*** Material for this task ***

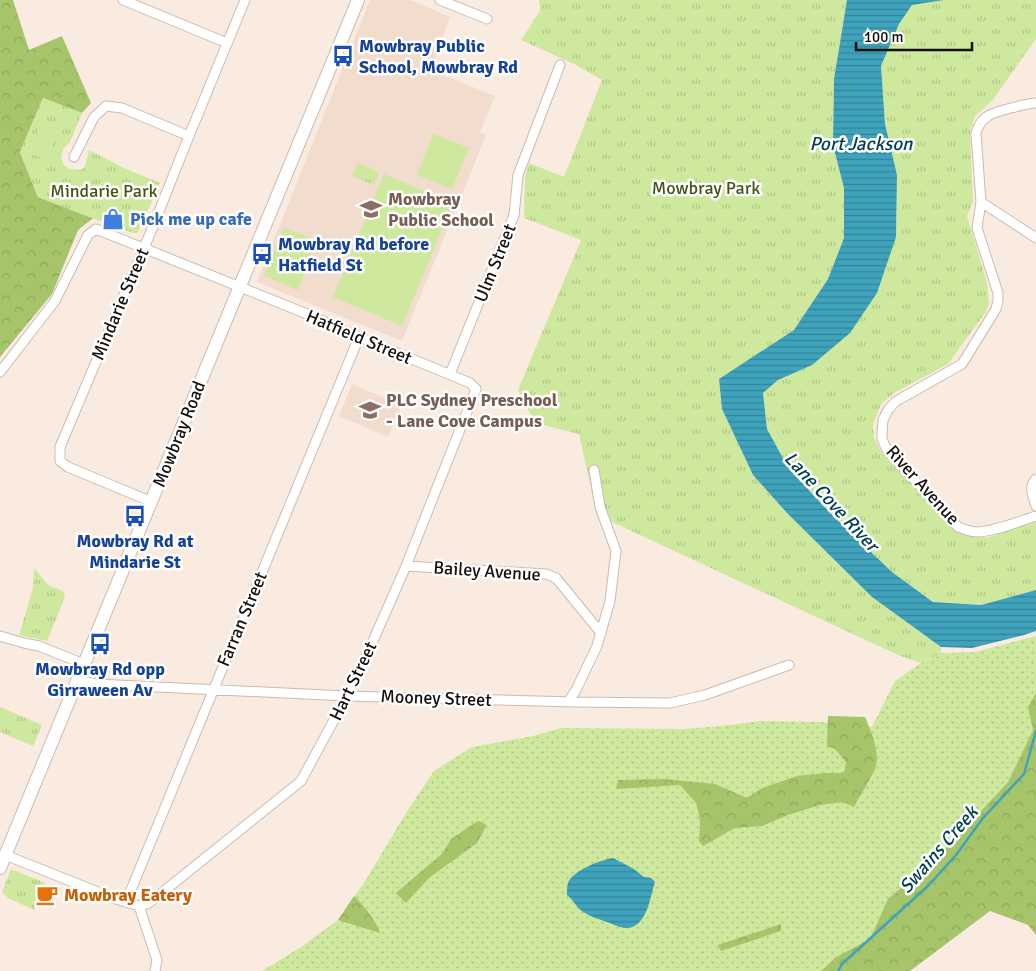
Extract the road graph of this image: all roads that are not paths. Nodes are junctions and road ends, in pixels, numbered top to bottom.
1 (123, 0) edge
2 (245, 0) edge
3 (358, 0) edge
4 (440, 0) edge
5 (487, 19) dead end
6 (227, 43) junction
7 (560, 65) dead end
8 (1036, 103) edge
9 (189, 136) junction
10 (74, 157) dead end
11 (981, 202) junction
12 (1036, 238) edge
13 (144, 248) junction
14 (240, 287) junction
15 (359, 337) junction
16 (0, 372) edge
17 (450, 374) junction
18 (476, 389) joint
19 (594, 470) dead end
20 (1036, 479) edge
21 (152, 502) junction
22 (1036, 506) edge
23 (1036, 516) edge
24 (406, 566) junction
25 (601, 633) junction
26 (0, 636) edge
27 (84, 664) junction
28 (789, 665) dead end
29 (77, 679) junction
30 (213, 690) junction
31 (347, 696) junction
32 (568, 702) junction
33 (5, 855) junction
34 (0, 868) edge
35 (126, 902) junction
36 (140, 906) junction
37 (155, 971) edge

1 - 6 street
2 - 6 street, Mindarie Street
3 - 14 main road, Mowbray Road
4 - 5 street
6 - 9 street, Mindarie Street
7 - 17 street, Ulm Street
8 - 11 street, River Avenue
9 - 10 street
9 - 13 street, Mindarie Street
11 - 12 street
11 - 23 street, River Avenue
13 - 14 street, Hatfield Street
13 - 16 street, Hatfield Street
13 - 21 street, Mindarie Street
14 - 15 street, Hatfield Street
14 - 21 main road, Mowbray Road
15 - 17 street, Hatfield Street
15 - 30 street, Farran Street
17 - 18 street, Hatfield Street
18 - 24 street, Hart Street
19 - 25 street
20 - 22 street
21 - 27 main road, Mowbray Road
24 - 25 street, Bailey Avenue
24 - 31 street, Hart Street
25 - 32 street
26 - 27 street
27 - 29 main road, Mowbray Road
28 - 32 street, Mooney Street
29 - 30 street, Mooney Street
29 - 33 main road, Mowbray Road
30 - 31 street, Mooney Street
30 - 35 street, Farran Street
31 - 32 street, Mooney Street
31 - 36 street, Hart Street
33 - 34 main road, Mowbray Road
33 - 35 street
35 - 36 street
36 - 37 street

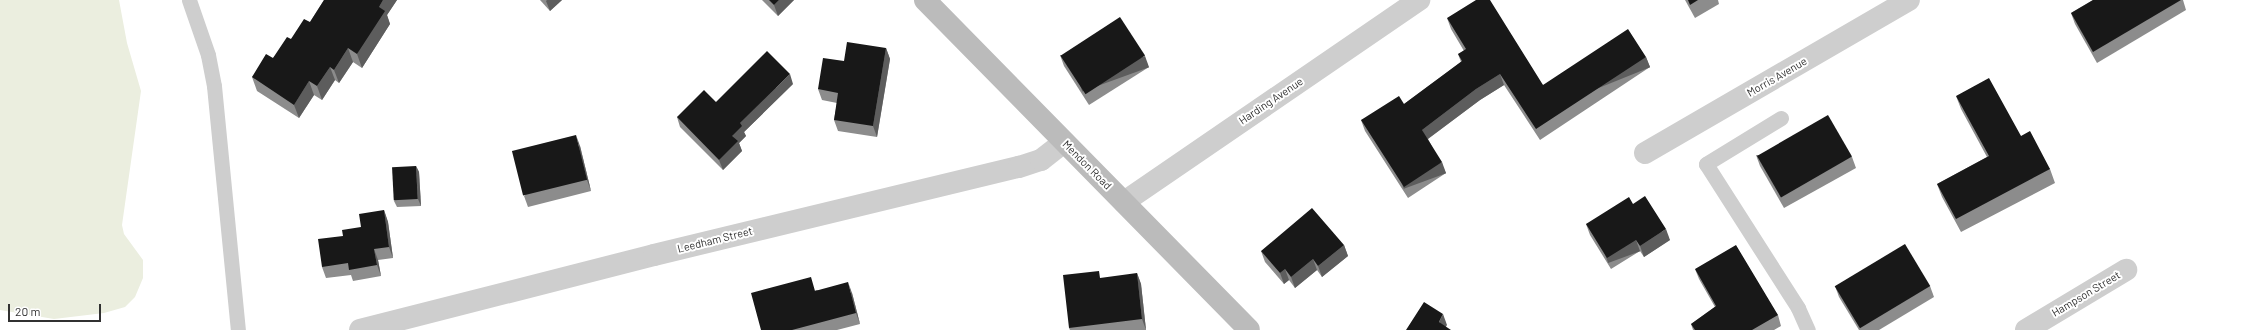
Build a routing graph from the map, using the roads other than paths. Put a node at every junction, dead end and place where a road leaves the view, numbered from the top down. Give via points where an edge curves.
1 (189, 0) edge
2 (925, 0) edge
3 (1419, 0) edge
4 (1909, 0) edge
5 (1781, 118) dead end
6 (1064, 142) junction
7 (1645, 153) dead end
8 (1124, 202) junction
9 (2126, 270) dead end
10 (238, 330) edge
11 (360, 330) edge
12 (1249, 330) edge
13 (1808, 330) edge
14 (2026, 330) edge

1 - 10 lane via 208,55 214,86
2 - 6 street, Mendon Road
3 - 8 street, Harding Avenue
4 - 7 street, Morris Avenue
5 - 13 lane via 1706,164 1798,308
6 - 8 street, Mendon Road
6 - 11 street, Leedham Street via 1041,160 1019,167 646,257
8 - 12 street, Mendon Road
9 - 14 street, Hampson Street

*** End of Material for this task ***

* **Assigned task**
One exact copy of the data is required, and it should hold no pictures.

* **Expected answer**
Extract the road graph of this image: all roads that are not paths. Nodes are junctions and road ends, in pixels, numbered top to bottom.
1 (123, 0) edge
2 (245, 0) edge
3 (358, 0) edge
4 (440, 0) edge
5 (487, 19) dead end
6 (227, 43) junction
7 (560, 65) dead end
8 (1036, 103) edge
9 (189, 136) junction
10 (74, 157) dead end
11 (981, 202) junction
12 (1036, 238) edge
13 (144, 248) junction
14 (240, 287) junction
15 (359, 337) junction
16 (0, 372) edge
17 (450, 374) junction
18 (476, 389) joint
19 (594, 470) dead end
20 (1036, 479) edge
21 (152, 502) junction
22 (1036, 506) edge
23 (1036, 516) edge
24 (406, 566) junction
25 (601, 633) junction
26 (0, 636) edge
27 (84, 664) junction
28 (789, 665) dead end
29 (77, 679) junction
30 (213, 690) junction
31 (347, 696) junction
32 (568, 702) junction
33 (5, 855) junction
34 (0, 868) edge
35 (126, 902) junction
36 (140, 906) junction
37 (155, 971) edge

1 - 6 street
2 - 6 street, Mindarie Street
3 - 14 main road, Mowbray Road
4 - 5 street
6 - 9 street, Mindarie Street
7 - 17 street, Ulm Street
8 - 11 street, River Avenue
9 - 10 street
9 - 13 street, Mindarie Street
11 - 12 street
11 - 23 street, River Avenue
13 - 14 street, Hatfield Street
13 - 16 street, Hatfield Street
13 - 21 street, Mindarie Street
14 - 15 street, Hatfield Street
14 - 21 main road, Mowbray Road
15 - 17 street, Hatfield Street
15 - 30 street, Farran Street
17 - 18 street, Hatfield Street
18 - 24 street, Hart Street
19 - 25 street
20 - 22 street
21 - 27 main road, Mowbray Road
24 - 25 street, Bailey Avenue
24 - 31 street, Hart Street
25 - 32 street
26 - 27 street
27 - 29 main road, Mowbray Road
28 - 32 street, Mooney Street
29 - 30 street, Mooney Street
29 - 33 main road, Mowbray Road
30 - 31 street, Mooney Street
30 - 35 street, Farran Street
31 - 32 street, Mooney Street
31 - 36 street, Hart Street
33 - 34 main road, Mowbray Road
33 - 35 street
35 - 36 street
36 - 37 street

Build a routing graph from the map, using the roads other than paths. Put a node at every junction, dead end and place where a road leaves the view, numbered from the top down. Give via points where an edge curves.
1 (189, 0) edge
2 (925, 0) edge
3 (1419, 0) edge
4 (1909, 0) edge
5 (1781, 118) dead end
6 (1064, 142) junction
7 (1645, 153) dead end
8 (1124, 202) junction
9 (2126, 270) dead end
10 (238, 330) edge
11 (360, 330) edge
12 (1249, 330) edge
13 (1808, 330) edge
14 (2026, 330) edge

1 - 10 lane via 208,55 214,86
2 - 6 street, Mendon Road
3 - 8 street, Harding Avenue
4 - 7 street, Morris Avenue
5 - 13 lane via 1706,164 1798,308
6 - 8 street, Mendon Road
6 - 11 street, Leedham Street via 1041,160 1019,167 646,257
8 - 12 street, Mendon Road
9 - 14 street, Hampson Street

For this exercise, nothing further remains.